L'attore quindi introduceva il procedimento di mediazione introdotto presso l'Organismo Forense del Consiglio dell'Ordine degli Avvocati di Roma.
Dal verbale di mediazione depositato in atti risulta che all'incontro del 13.10.2015 partecipavano l'avv. C.M. per l'attore e l'avv. G.C. per l'assicurazione, con procura contenente facoltà di mediare e conciliare.
L'avvocato M. depositava procura speciale da parte di ZZZ nella quale si comunicava che l'attore non avrebbe partecipato per motivi familiari (sic).
Nel verbale risultavano cancellate le parti relative alle informative che il mediatore deve effettuare alle parti circa la natura, scopo e finalità del procedimento di mediazione nonché dei benefici fiscali.

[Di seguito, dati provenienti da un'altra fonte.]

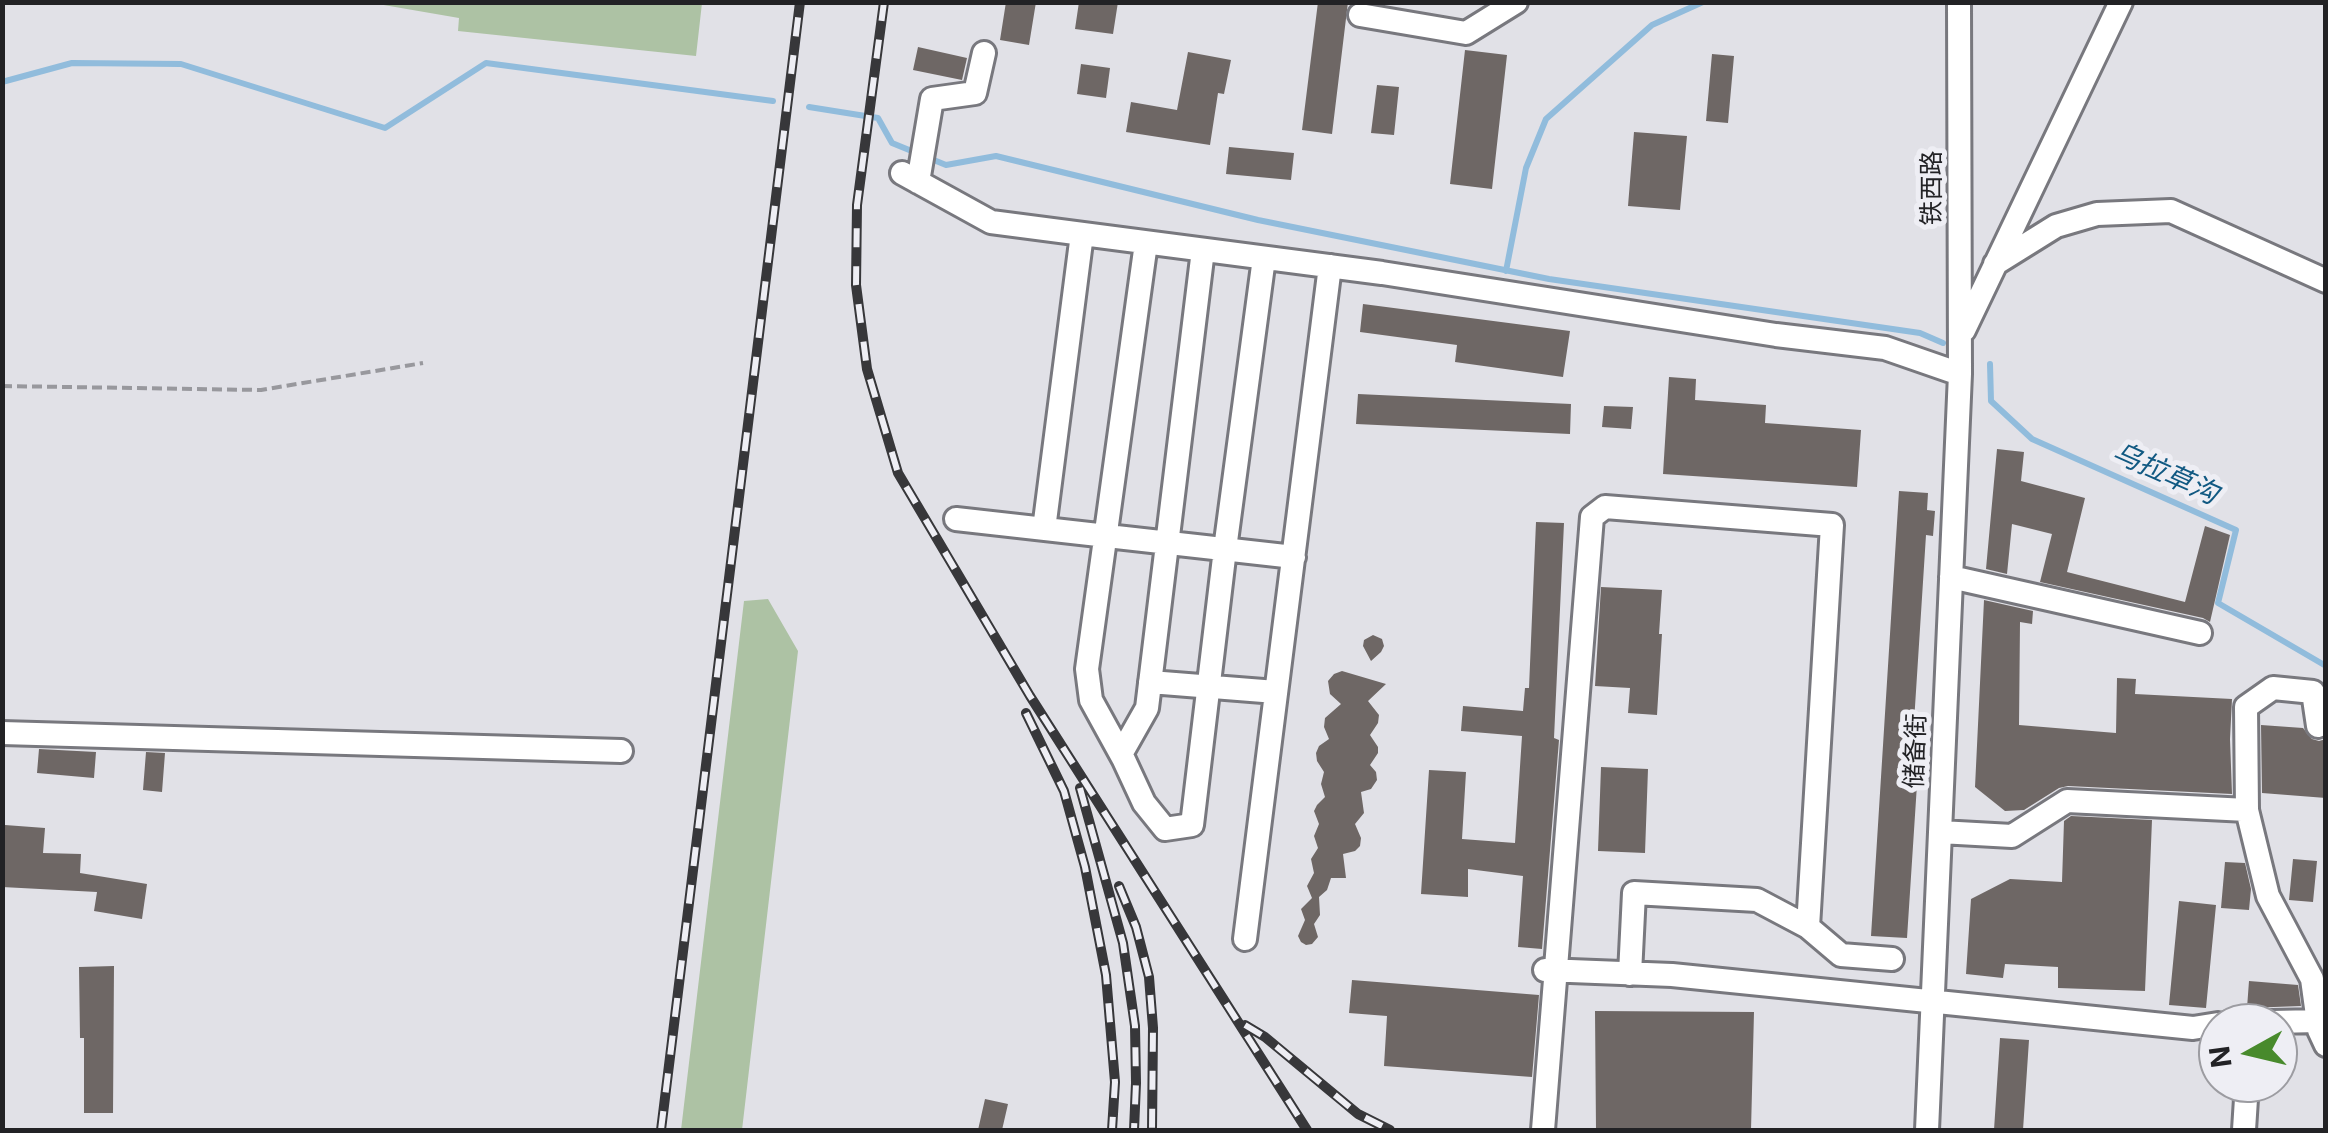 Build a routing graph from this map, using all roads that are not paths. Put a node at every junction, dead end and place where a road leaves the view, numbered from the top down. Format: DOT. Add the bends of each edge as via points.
graph roads {
  1 [pos="1516,2"];
  2 [pos="1959,2"];
  3 [pos="2121,2"];
  4 [pos="1360,15"];
  5 [pos="984,54"];
  6 [pos="1082,234"];
  7 [pos="1146,242"];
  8 [pos="1202,250"];
  9 [pos="1264,258"];
  10 [pos="1995,264"];
  11 [pos="1330,266"];
  12 [pos="2326,281"];
  13 [pos="1960,337"];
  14 [pos="1960,374"];
  15 [pos="956,518"];
  16 [pos="1044,528"];
  17 [pos="1106,536"];
  18 [pos="1167,542"];
  19 [pos="1225,549"];
  20 [pos="1294,556"];
  21 [pos="1951,577"];
  22 [pos="2200,633"];
  23 [pos="1150,682"];
  24 [pos="1208,686"];
  25 [pos="1276,692"];
  26 [pos="2318,726"];
  27 [pos="2,733"];
  28 [pos="622,751"];
  29 [pos="1121,754"];
  30 [pos="2248,810"];
  31 [pos="1940,832"];
  32 [pos="1808,927"];
  33 [pos="1245,940"];
  34 [pos="1892,958"];
  35 [pos="1549,970"];
  36 [pos="1630,974"];
  37 [pos="1932,1002"];
  38 [pos="2318,1021"];
  39 [pos="2298,1022"];
  40 [pos="2198,1027"];
  41 [pos="2326,1045"];
  42 [pos="2245,1103"];
  43 [pos="1543,1130"];
  44 [pos="1927,1130"];
  45 [pos="2244,1130"];
  1 -- 4 [label="street" via="1466,33"];
  2 -- 13 [label="street, 铁西路"];
  3 -- 10 [label="street"];
  5 -- 6 [label="street" via="975,92 932,98 914,174 991,222"];
  6 -- 7 [label="street"];
  6 -- 16 [label="street"];
  7 -- 8 [label="street"];
  7 -- 17 [label="street"];
  8 -- 9 [label="street"];
  8 -- 18 [label="street"];
  9 -- 11 [label="street"];
  9 -- 19 [label="street"];
  10 -- 12 [label="street" via="2056,226 2097,214 2171,211"];
  10 -- 13 [label="street"];
  11 -- 14 [label="street" via="1886,348"];
  11 -- 20 [label="street"];
  13 -- 14 [label="street, 铁西路"];
  14 -- 21 [label="street, 储备街"];
  15 -- 16 [label="street"];
  16 -- 17 [label="street"];
  17 -- 18 [label="street"];
  17 -- 29 [label="street" via="1087,669 1091,700"];
  18 -- 19 [label="street"];
  18 -- 23 [label="street"];
  19 -- 20 [label="street"];
  19 -- 24 [label="street"];
  20 -- 25 [label="street"];
  21 -- 22 [label="street"];
  21 -- 31 [label="street, 储备街"];
  23 -- 24 [label="street"];
  23 -- 29 [label="street" via="1146,708"];
  24 -- 25 [label="street"];
  24 -- 29 [label="street" via="1192,825 1165,829 1144,804"];
  25 -- 33 [label="street"];
  26 -- 30 [label="street" via="2314,692 2273,688 2246,707"];
  27 -- 28 [label="street"];
  30 -- 31 [label="street" via="2068,802 2012,836"];
  30 -- 38 [label="street" via="2268,896 2312,979"];
  31 -- 37 [label="street, 储备街"];
  32 -- 34 [label="street" via="1841,955"];
  32 -- 35 [label="street" via="1832,525 1605,508 1592,517"];
  32 -- 36 [label="street" via="1756,900 1634,892"];
  35 -- 36 [label="street"];
  35 -- 43 [label="street"];
  36 -- 37 [label="street"];
  37 -- 40 [label="street"];
  37 -- 44 [label="street, 储备街"];
  38 -- 39 [label="street"];
  38 -- 41 [label="street"];
  42 -- 45 [label="street"];
}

Nel verbale non veniva altresì dato atto che: il mediatore aveva richiesto alle parti ed ai loro avvocati di esprimersi sulla possibilità di iniziare la procedura di mediazione. Sempre nel verbale, si legge che le parti dichiarano congiuntamente di aver tentato di raggiungere un accordo anche in considerazione dell'ordinanza dell'Ill.mo Giudice Moriconi, senza alcun esito positivo. In ragione di ciò le parti congiuntamente dichiarano che non sussistono i presupposti per proseguire la mediazione.
La procedura si conclude quindi con esito negativo.

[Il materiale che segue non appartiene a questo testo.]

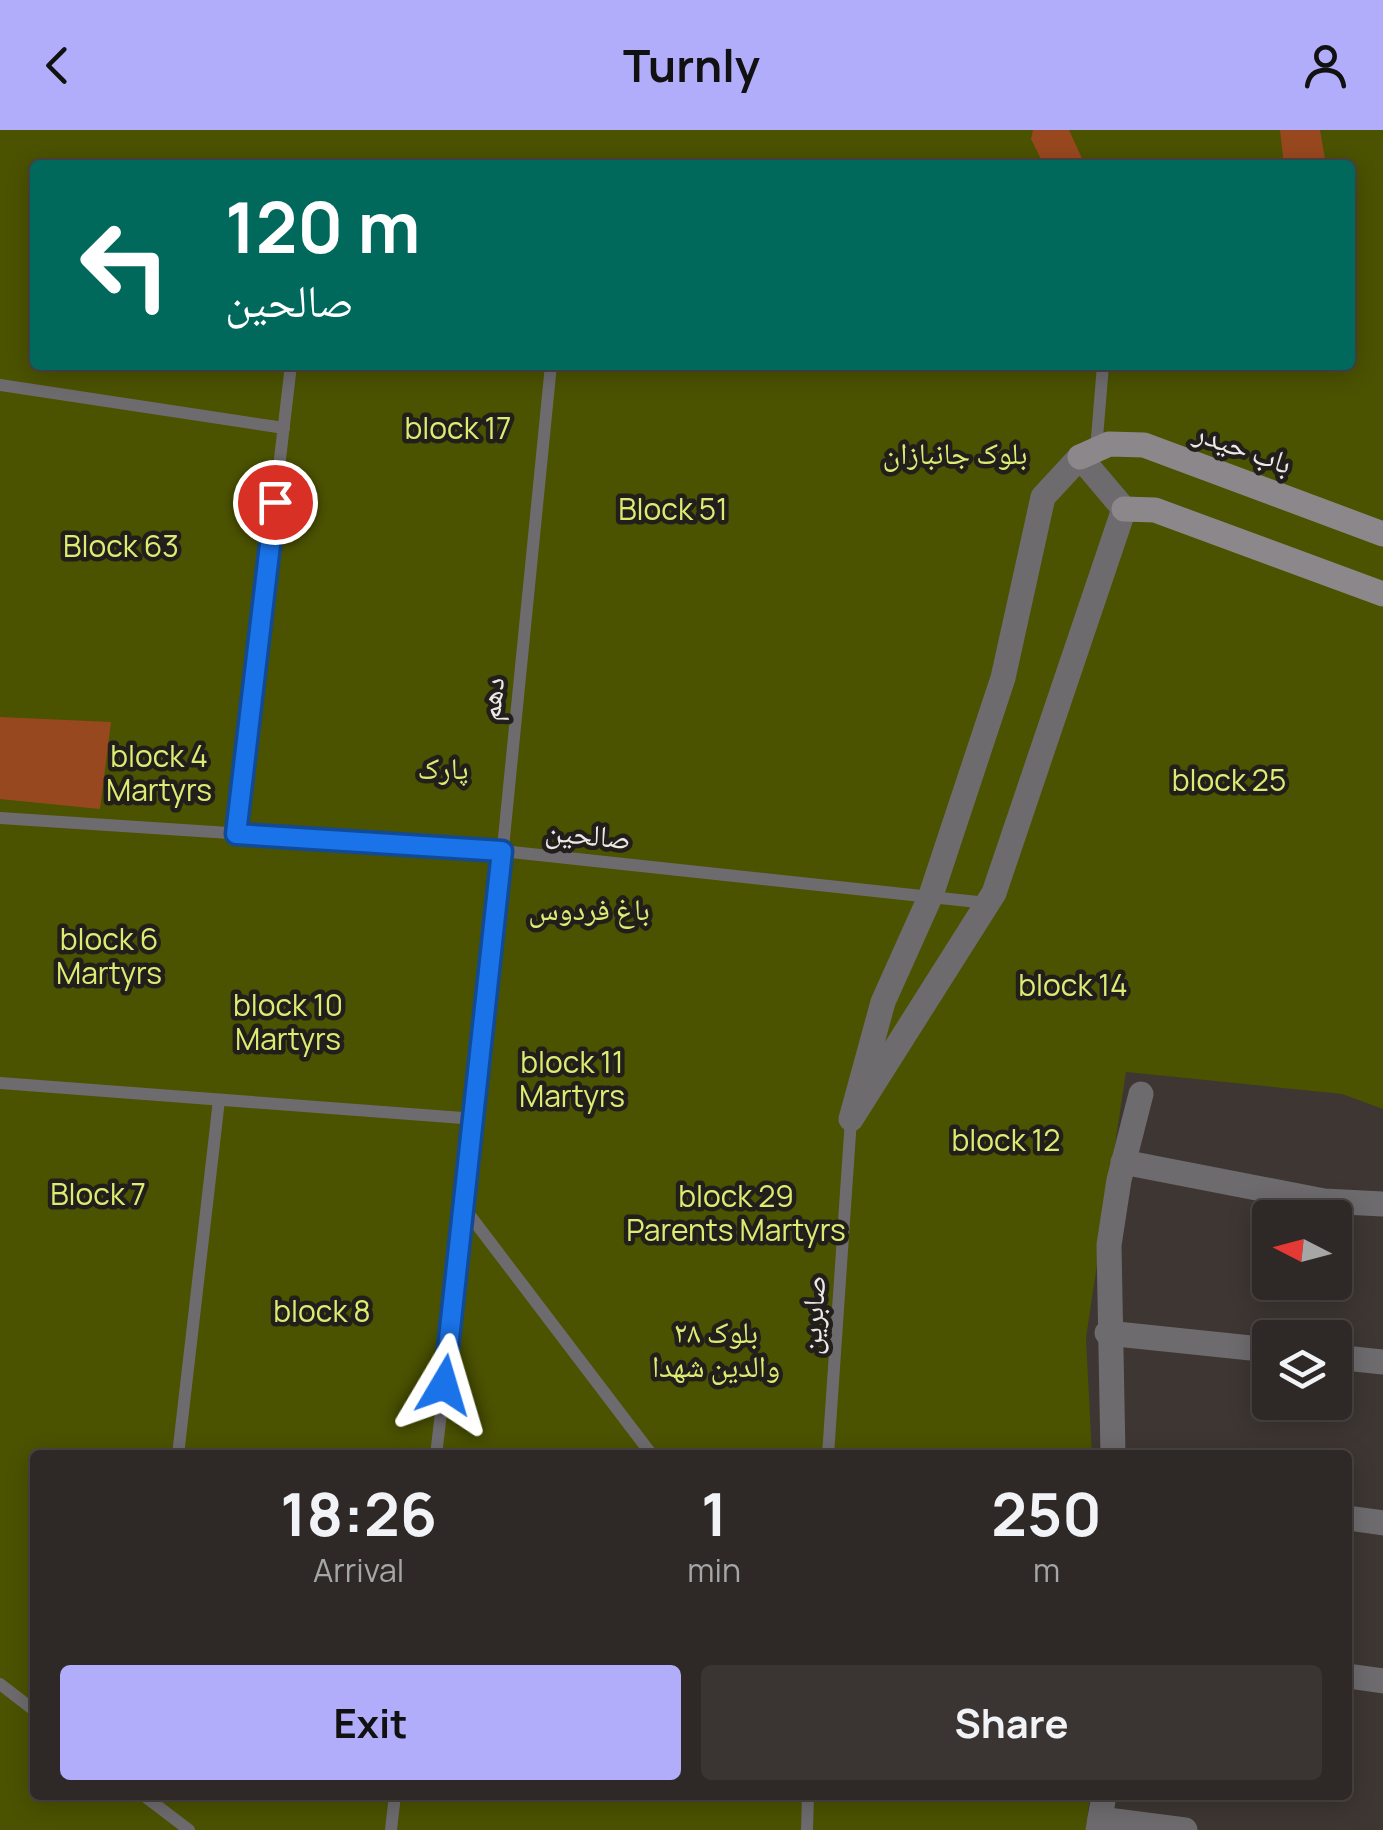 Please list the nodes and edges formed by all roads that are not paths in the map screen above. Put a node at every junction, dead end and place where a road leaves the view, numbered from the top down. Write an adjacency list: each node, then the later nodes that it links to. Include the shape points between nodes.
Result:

É di tutta evidenza che non è stata data rituale e piena esecuzione all'ordinanza che precede e che le parti non hanno esperito alcuna mediazione. In questo specifico caso, addirittura neppure la fase introduttiva della stessa, con quanto ne consegue.
Va ricordato che a mente dell'art. 8 c. 1 d.lg. 28/2010 al primo incontro e agli incontri successivi, fino al termine della procedura, le parti devono partecipare con l'assistenza dell'avvocato. Durante il primo incontro il mediatore chiarisce alle parti la funzione e le modalità di svolgimento della mediazione. Il mediatore, sempre nello stesso primo incontro, invita poi le parti e i loro avvocati a esprimersi sulla possibilità di iniziare la procedura di mediazione e, nel caso positivo, procede con lo svolgimento.
D'altro canto l'art. 2 bis del'art. 5 della norma prevede che quando l'esperimento del procedimento di mediazione è condizione di procedibilità della domanda giudiziale la condizione si considera avverata se il primo incontro dinanzi al mediatore si conclude senza l'accordo.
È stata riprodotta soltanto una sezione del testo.